Do not Avoid Contributions During Bad Stock Market Years
Avoiding contributions to a 529 plan during bad stock market years might seem like a wise idea, but it can actually do more harm than good. If you avoid contributing, it will prevent investment growth. You should contribute to the savings plan every year, regardless of how well the stock market is doing. The investment might not grow as fast as some years, but no one can time the market and being consistent with your contributions is important.
Time Your Contributions and Deductions
It is very important to time your contributions and deductions carefully to get bigger tax breaks. The majority of states will match the tax year you make a deduction with the year you make a contribution. However, some states have an April 15 deadline to turn in your taxes, so you can make extra contributions. For example, if you make an extra contribution in the beginning of 2015, you can include that in your 2014 tax deductions.
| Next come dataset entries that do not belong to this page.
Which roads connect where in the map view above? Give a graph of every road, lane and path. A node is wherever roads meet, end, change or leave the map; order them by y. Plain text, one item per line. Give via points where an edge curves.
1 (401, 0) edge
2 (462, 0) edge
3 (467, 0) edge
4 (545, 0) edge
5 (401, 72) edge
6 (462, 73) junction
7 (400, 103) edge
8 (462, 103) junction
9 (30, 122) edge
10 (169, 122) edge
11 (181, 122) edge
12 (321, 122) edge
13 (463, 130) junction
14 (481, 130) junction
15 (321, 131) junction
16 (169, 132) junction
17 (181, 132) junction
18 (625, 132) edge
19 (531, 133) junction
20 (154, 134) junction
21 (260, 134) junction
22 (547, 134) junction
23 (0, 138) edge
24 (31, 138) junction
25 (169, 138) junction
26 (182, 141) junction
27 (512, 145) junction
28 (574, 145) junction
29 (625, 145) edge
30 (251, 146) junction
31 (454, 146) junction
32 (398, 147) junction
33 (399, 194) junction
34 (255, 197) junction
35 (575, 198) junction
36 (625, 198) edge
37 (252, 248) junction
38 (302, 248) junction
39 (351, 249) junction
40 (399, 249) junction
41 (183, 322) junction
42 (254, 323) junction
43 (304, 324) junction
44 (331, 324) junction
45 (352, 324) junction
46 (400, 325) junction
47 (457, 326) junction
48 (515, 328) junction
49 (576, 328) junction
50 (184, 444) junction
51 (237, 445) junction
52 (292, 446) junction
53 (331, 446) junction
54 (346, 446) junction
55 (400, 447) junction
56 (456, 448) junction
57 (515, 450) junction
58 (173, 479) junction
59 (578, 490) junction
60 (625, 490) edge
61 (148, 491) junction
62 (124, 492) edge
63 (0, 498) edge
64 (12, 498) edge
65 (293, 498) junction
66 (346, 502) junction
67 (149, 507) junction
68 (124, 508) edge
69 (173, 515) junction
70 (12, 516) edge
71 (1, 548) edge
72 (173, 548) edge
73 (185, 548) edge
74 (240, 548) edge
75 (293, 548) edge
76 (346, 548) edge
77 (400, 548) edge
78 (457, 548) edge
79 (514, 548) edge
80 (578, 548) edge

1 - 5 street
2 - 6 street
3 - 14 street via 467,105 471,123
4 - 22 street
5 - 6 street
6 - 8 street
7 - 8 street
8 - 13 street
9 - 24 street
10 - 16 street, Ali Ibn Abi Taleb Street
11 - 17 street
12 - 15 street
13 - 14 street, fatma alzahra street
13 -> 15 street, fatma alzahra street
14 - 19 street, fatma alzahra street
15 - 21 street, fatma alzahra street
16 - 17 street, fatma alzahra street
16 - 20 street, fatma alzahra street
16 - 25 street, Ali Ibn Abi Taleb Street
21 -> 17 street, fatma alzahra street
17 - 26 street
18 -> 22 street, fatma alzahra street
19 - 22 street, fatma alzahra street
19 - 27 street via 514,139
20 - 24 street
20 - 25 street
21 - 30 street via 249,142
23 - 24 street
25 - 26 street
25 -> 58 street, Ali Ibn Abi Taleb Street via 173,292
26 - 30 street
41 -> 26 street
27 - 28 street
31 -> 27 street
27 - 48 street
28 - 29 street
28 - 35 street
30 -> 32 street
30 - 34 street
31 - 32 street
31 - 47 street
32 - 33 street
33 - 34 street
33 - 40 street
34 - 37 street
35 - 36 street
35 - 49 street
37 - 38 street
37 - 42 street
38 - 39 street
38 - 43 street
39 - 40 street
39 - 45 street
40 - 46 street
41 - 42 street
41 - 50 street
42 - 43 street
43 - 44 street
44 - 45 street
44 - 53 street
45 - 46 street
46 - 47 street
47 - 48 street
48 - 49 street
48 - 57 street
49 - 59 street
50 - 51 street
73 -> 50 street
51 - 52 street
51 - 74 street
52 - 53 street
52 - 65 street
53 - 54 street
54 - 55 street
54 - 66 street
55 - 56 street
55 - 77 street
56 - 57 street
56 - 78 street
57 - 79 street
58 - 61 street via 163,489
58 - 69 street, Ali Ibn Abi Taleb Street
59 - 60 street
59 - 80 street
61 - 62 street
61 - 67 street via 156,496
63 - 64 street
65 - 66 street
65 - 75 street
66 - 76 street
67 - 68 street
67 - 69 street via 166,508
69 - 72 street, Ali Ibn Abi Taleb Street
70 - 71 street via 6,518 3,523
If you want to let family members contribute to your child’s 529 plan, you should consider e-gifting. This program is available in several states and can help your child receive extra tuition money. After you sign up for an account, give your family members links so that they can make direct contributions to the account. However, if a relative contributes to the fund, he will get the tax break. This might make it easier for him to make even more contributions.
As you can see, a 529 college savings plan will help your child pay for college and may give you tax breaks.